----- EXERCISE DATA
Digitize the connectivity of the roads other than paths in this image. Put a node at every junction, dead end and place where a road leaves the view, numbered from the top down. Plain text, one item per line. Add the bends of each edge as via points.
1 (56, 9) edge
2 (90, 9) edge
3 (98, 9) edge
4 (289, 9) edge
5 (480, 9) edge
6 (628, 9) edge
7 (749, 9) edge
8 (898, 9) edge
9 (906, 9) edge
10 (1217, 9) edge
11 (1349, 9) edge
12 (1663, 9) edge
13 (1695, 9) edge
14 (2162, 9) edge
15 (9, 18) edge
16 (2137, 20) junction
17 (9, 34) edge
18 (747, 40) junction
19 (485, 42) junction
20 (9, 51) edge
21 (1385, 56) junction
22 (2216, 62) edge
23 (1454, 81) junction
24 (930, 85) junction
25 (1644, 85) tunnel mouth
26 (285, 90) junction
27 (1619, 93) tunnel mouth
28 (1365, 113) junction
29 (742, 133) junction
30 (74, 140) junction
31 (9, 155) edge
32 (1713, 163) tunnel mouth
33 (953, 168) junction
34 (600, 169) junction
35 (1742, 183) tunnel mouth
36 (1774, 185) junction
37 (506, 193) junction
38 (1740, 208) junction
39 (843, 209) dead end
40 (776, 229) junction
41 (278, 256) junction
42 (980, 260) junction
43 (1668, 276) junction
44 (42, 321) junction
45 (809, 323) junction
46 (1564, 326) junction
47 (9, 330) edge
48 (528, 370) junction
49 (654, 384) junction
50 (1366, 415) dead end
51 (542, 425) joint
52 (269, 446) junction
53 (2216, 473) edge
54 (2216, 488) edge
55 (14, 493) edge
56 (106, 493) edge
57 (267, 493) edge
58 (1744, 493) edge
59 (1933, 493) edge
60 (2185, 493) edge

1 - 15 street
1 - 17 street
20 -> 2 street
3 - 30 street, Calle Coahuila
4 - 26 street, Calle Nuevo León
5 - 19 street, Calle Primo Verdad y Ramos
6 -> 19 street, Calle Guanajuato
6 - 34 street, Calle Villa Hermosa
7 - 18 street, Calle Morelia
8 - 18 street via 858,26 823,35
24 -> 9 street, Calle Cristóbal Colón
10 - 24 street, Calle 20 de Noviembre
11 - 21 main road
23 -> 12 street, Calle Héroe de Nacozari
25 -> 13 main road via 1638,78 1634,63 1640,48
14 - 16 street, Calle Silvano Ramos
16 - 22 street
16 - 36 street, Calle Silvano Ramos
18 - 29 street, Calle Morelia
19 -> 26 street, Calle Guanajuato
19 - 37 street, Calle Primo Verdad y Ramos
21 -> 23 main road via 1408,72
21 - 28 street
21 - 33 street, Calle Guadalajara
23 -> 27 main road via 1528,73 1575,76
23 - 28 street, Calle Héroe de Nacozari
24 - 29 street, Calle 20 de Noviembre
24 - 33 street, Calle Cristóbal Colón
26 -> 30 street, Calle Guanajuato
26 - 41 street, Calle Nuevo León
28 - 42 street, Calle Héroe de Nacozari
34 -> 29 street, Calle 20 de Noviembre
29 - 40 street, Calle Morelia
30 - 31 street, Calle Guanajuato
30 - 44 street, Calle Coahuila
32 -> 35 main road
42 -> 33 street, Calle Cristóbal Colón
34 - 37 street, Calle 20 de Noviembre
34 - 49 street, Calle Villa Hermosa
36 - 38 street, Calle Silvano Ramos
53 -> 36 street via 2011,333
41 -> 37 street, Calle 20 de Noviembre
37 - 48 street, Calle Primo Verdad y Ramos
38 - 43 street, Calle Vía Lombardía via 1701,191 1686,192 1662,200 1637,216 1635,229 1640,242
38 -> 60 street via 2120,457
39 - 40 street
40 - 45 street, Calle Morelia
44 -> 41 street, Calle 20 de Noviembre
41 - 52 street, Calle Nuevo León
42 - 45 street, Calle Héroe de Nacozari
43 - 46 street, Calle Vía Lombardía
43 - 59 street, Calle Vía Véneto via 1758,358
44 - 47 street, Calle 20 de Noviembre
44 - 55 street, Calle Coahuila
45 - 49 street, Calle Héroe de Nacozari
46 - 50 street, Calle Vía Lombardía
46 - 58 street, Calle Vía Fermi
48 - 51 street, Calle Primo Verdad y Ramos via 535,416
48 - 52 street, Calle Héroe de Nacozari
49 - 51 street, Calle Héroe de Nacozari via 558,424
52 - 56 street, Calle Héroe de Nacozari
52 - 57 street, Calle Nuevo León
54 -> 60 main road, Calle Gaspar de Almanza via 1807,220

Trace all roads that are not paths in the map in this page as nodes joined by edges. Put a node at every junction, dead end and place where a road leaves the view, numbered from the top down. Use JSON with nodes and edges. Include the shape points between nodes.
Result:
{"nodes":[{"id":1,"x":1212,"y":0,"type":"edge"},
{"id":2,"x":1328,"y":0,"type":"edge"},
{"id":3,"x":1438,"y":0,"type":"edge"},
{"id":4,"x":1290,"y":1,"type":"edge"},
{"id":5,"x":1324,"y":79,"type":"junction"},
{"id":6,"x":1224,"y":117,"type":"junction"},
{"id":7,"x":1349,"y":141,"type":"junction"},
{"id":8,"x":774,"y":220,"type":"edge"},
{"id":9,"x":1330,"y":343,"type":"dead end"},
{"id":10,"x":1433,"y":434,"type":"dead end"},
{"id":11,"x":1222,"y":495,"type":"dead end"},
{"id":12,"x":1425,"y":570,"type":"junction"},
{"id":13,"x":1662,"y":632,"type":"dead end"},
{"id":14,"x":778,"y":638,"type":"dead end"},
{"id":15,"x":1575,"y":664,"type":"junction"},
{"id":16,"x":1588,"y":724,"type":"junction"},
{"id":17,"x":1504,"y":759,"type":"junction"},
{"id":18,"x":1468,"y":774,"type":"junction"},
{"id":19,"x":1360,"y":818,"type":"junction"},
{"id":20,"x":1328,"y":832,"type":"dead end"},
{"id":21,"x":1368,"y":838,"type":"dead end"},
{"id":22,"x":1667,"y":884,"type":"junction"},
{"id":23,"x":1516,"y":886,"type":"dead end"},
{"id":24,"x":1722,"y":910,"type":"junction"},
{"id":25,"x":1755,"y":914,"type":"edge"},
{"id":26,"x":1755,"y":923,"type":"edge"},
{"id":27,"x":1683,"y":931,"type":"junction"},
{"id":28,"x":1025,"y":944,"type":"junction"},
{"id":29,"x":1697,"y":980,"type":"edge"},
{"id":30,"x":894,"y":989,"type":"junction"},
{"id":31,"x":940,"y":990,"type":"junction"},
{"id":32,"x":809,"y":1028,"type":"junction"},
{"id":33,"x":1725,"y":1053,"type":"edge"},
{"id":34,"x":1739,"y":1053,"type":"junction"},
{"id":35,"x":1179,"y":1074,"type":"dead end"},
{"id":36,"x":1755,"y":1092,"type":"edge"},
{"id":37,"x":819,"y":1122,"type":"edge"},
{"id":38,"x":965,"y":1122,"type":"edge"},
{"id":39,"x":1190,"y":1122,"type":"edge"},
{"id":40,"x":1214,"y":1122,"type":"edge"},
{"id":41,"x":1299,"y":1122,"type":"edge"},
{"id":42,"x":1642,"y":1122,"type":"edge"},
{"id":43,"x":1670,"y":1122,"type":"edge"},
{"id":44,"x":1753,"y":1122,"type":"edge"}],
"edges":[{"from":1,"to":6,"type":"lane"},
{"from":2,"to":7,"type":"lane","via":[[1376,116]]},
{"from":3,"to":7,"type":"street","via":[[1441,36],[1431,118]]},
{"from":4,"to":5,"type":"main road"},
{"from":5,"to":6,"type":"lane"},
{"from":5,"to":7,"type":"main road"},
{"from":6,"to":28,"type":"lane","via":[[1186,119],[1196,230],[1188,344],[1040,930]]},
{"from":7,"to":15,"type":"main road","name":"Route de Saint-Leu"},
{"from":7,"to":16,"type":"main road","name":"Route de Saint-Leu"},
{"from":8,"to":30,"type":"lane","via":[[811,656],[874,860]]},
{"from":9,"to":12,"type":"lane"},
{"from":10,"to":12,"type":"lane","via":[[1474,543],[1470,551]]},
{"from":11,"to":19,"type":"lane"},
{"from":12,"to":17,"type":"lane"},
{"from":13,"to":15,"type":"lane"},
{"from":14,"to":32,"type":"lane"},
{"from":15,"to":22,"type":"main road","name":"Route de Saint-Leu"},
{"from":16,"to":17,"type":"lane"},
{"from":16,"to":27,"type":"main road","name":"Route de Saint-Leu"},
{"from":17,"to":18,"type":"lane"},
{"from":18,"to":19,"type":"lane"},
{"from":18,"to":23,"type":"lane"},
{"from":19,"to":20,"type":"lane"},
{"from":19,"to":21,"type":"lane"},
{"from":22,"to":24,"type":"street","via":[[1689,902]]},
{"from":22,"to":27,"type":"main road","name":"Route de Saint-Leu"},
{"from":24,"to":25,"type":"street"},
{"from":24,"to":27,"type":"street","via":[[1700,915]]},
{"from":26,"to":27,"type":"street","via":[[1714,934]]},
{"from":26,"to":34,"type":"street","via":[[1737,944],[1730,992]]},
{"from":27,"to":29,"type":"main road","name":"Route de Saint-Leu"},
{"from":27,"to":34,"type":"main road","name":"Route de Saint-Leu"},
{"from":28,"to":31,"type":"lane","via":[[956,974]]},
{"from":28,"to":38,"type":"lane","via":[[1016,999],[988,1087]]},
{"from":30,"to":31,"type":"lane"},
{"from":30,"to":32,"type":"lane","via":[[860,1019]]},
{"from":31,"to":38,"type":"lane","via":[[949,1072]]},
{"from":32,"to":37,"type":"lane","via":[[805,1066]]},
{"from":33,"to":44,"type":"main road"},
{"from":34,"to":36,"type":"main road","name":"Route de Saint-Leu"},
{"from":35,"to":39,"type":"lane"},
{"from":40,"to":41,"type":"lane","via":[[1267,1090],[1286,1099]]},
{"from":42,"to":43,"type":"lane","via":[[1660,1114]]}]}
----------
» EXERCISE BRIEF:
Find each line in the records that includes the word "Primo". Report the total and nothing more.

» ANSWER FOR THIS EXERCISE:
4